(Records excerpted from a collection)
>>>

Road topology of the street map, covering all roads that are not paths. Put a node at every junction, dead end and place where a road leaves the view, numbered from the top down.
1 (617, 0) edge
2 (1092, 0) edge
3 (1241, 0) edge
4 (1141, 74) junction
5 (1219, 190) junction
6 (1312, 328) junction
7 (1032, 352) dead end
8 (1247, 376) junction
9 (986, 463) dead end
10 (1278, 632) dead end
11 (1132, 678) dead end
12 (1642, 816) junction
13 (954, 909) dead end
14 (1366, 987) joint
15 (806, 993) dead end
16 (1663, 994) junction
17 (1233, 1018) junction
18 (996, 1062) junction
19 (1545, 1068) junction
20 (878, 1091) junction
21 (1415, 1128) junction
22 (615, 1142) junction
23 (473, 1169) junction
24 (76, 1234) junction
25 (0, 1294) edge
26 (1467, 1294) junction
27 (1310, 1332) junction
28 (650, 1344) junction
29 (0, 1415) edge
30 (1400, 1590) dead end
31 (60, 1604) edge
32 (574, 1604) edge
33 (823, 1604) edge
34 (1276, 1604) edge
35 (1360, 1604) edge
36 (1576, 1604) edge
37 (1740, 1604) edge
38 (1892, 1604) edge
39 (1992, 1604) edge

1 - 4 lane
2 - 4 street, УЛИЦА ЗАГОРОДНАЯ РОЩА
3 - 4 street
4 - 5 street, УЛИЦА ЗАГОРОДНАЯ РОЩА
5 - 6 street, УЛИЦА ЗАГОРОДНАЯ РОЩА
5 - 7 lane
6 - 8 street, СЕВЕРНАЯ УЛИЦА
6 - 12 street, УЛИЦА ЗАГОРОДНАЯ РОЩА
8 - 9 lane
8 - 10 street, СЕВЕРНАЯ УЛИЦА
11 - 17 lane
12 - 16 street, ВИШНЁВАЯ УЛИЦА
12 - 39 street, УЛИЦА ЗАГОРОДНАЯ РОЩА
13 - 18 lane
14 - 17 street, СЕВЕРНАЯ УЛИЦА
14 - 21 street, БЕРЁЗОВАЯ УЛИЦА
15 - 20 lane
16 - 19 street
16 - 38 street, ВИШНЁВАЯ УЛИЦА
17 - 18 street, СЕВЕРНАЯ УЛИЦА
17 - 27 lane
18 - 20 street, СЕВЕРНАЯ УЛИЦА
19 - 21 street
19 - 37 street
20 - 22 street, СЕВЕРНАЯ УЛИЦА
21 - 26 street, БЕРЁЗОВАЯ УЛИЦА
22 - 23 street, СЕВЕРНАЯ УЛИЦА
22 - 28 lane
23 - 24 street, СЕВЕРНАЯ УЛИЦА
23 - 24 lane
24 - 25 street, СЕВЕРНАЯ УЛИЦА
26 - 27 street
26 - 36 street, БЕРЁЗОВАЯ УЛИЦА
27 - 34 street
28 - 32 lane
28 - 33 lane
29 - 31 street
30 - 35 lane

<<<

Please return every line in the data that includes the string "lane".

1 - 4 lane
5 - 7 lane
8 - 9 lane
11 - 17 lane
13 - 18 lane
15 - 20 lane
17 - 27 lane
22 - 28 lane
23 - 24 lane
28 - 32 lane
28 - 33 lane
30 - 35 lane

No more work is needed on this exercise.